Send back all the data below, exactly as given.

Extracted information |
Start of Block
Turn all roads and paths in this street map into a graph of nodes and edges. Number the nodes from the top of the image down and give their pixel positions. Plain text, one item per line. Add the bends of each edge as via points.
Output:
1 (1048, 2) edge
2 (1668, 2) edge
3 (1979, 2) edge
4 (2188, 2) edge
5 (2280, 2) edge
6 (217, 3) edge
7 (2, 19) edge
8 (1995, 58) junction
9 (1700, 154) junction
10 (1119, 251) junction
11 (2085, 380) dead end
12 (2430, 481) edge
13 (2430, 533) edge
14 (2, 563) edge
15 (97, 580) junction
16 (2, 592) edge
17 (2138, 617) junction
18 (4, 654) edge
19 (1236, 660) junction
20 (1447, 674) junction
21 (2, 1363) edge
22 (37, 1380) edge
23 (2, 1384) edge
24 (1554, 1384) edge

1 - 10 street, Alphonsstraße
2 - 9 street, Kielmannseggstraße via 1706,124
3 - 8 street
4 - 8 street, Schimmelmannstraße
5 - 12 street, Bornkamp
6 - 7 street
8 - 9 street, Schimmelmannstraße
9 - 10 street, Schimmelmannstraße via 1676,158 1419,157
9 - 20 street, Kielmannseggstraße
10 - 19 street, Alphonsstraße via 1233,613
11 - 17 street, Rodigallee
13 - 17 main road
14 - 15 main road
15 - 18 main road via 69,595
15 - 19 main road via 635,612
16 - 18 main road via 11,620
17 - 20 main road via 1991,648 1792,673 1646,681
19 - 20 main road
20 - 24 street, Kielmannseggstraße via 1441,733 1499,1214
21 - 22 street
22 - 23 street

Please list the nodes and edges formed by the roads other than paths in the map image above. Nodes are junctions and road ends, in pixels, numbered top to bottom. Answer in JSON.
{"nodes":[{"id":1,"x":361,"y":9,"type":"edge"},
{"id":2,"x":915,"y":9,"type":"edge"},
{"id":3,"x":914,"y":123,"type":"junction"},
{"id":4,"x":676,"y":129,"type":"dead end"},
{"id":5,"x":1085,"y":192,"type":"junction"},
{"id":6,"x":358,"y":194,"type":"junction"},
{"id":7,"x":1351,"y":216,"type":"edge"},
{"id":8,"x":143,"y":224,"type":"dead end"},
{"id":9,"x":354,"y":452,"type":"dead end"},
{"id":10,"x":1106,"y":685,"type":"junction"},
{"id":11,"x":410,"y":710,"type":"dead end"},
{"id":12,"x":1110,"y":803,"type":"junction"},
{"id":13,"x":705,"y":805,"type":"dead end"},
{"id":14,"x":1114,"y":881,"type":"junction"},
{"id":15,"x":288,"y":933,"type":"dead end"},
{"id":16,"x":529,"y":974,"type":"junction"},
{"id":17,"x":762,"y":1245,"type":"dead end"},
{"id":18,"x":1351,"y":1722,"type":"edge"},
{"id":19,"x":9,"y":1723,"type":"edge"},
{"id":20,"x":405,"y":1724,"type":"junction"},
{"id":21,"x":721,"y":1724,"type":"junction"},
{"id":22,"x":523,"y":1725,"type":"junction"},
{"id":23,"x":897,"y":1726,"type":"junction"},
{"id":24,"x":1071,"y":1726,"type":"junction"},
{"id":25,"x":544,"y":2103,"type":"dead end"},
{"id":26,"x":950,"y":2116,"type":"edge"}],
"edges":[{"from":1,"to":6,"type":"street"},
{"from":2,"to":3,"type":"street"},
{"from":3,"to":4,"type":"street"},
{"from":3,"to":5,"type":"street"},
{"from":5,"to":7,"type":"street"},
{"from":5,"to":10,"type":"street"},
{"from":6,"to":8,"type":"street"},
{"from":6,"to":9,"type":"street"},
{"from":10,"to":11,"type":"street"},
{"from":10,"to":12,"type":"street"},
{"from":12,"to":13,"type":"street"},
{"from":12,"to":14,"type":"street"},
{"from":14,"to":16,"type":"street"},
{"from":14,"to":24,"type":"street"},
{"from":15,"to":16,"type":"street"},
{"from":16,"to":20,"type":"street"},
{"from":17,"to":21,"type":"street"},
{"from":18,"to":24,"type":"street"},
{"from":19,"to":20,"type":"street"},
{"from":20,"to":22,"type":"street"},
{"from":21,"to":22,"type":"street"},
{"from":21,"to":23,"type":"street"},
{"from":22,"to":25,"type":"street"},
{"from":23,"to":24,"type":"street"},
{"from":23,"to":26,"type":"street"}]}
End of Block
Answer to this exercise |
Turn all roads and paths in this street map into a graph of nodes and edges. Number the nodes from the top of the image down and give their pixel positions. Plain text, one item per line. Add the bends of each edge as via points.
Output:
1 (1048, 2) edge
2 (1668, 2) edge
3 (1979, 2) edge
4 (2188, 2) edge
5 (2280, 2) edge
6 (217, 3) edge
7 (2, 19) edge
8 (1995, 58) junction
9 (1700, 154) junction
10 (1119, 251) junction
11 (2085, 380) dead end
12 (2430, 481) edge
13 (2430, 533) edge
14 (2, 563) edge
15 (97, 580) junction
16 (2, 592) edge
17 (2138, 617) junction
18 (4, 654) edge
19 (1236, 660) junction
20 (1447, 674) junction
21 (2, 1363) edge
22 (37, 1380) edge
23 (2, 1384) edge
24 (1554, 1384) edge

1 - 10 street, Alphonsstraße
2 - 9 street, Kielmannseggstraße via 1706,124
3 - 8 street
4 - 8 street, Schimmelmannstraße
5 - 12 street, Bornkamp
6 - 7 street
8 - 9 street, Schimmelmannstraße
9 - 10 street, Schimmelmannstraße via 1676,158 1419,157
9 - 20 street, Kielmannseggstraße
10 - 19 street, Alphonsstraße via 1233,613
11 - 17 street, Rodigallee
13 - 17 main road
14 - 15 main road
15 - 18 main road via 69,595
15 - 19 main road via 635,612
16 - 18 main road via 11,620
17 - 20 main road via 1991,648 1792,673 1646,681
19 - 20 main road
20 - 24 street, Kielmannseggstraße via 1441,733 1499,1214
21 - 22 street
22 - 23 street

Please list the nodes and edges formed by the roads other than paths in the map image above. Nodes are junctions and road ends, in pixels, numbered top to bottom. Answer in JSON.
{"nodes":[{"id":1,"x":361,"y":9,"type":"edge"},
{"id":2,"x":915,"y":9,"type":"edge"},
{"id":3,"x":914,"y":123,"type":"junction"},
{"id":4,"x":676,"y":129,"type":"dead end"},
{"id":5,"x":1085,"y":192,"type":"junction"},
{"id":6,"x":358,"y":194,"type":"junction"},
{"id":7,"x":1351,"y":216,"type":"edge"},
{"id":8,"x":143,"y":224,"type":"dead end"},
{"id":9,"x":354,"y":452,"type":"dead end"},
{"id":10,"x":1106,"y":685,"type":"junction"},
{"id":11,"x":410,"y":710,"type":"dead end"},
{"id":12,"x":1110,"y":803,"type":"junction"},
{"id":13,"x":705,"y":805,"type":"dead end"},
{"id":14,"x":1114,"y":881,"type":"junction"},
{"id":15,"x":288,"y":933,"type":"dead end"},
{"id":16,"x":529,"y":974,"type":"junction"},
{"id":17,"x":762,"y":1245,"type":"dead end"},
{"id":18,"x":1351,"y":1722,"type":"edge"},
{"id":19,"x":9,"y":1723,"type":"edge"},
{"id":20,"x":405,"y":1724,"type":"junction"},
{"id":21,"x":721,"y":1724,"type":"junction"},
{"id":22,"x":523,"y":1725,"type":"junction"},
{"id":23,"x":897,"y":1726,"type":"junction"},
{"id":24,"x":1071,"y":1726,"type":"junction"},
{"id":25,"x":544,"y":2103,"type":"dead end"},
{"id":26,"x":950,"y":2116,"type":"edge"}],
"edges":[{"from":1,"to":6,"type":"street"},
{"from":2,"to":3,"type":"street"},
{"from":3,"to":4,"type":"street"},
{"from":3,"to":5,"type":"street"},
{"from":5,"to":7,"type":"street"},
{"from":5,"to":10,"type":"street"},
{"from":6,"to":8,"type":"street"},
{"from":6,"to":9,"type":"street"},
{"from":10,"to":11,"type":"street"},
{"from":10,"to":12,"type":"street"},
{"from":12,"to":13,"type":"street"},
{"from":12,"to":14,"type":"street"},
{"from":14,"to":16,"type":"street"},
{"from":14,"to":24,"type":"street"},
{"from":15,"to":16,"type":"street"},
{"from":16,"to":20,"type":"street"},
{"from":17,"to":21,"type":"street"},
{"from":18,"to":24,"type":"street"},
{"from":19,"to":20,"type":"street"},
{"from":20,"to":22,"type":"street"},
{"from":21,"to":22,"type":"street"},
{"from":21,"to":23,"type":"street"},
{"from":22,"to":25,"type":"street"},
{"from":23,"to":24,"type":"street"},
{"from":23,"to":26,"type":"street"}]}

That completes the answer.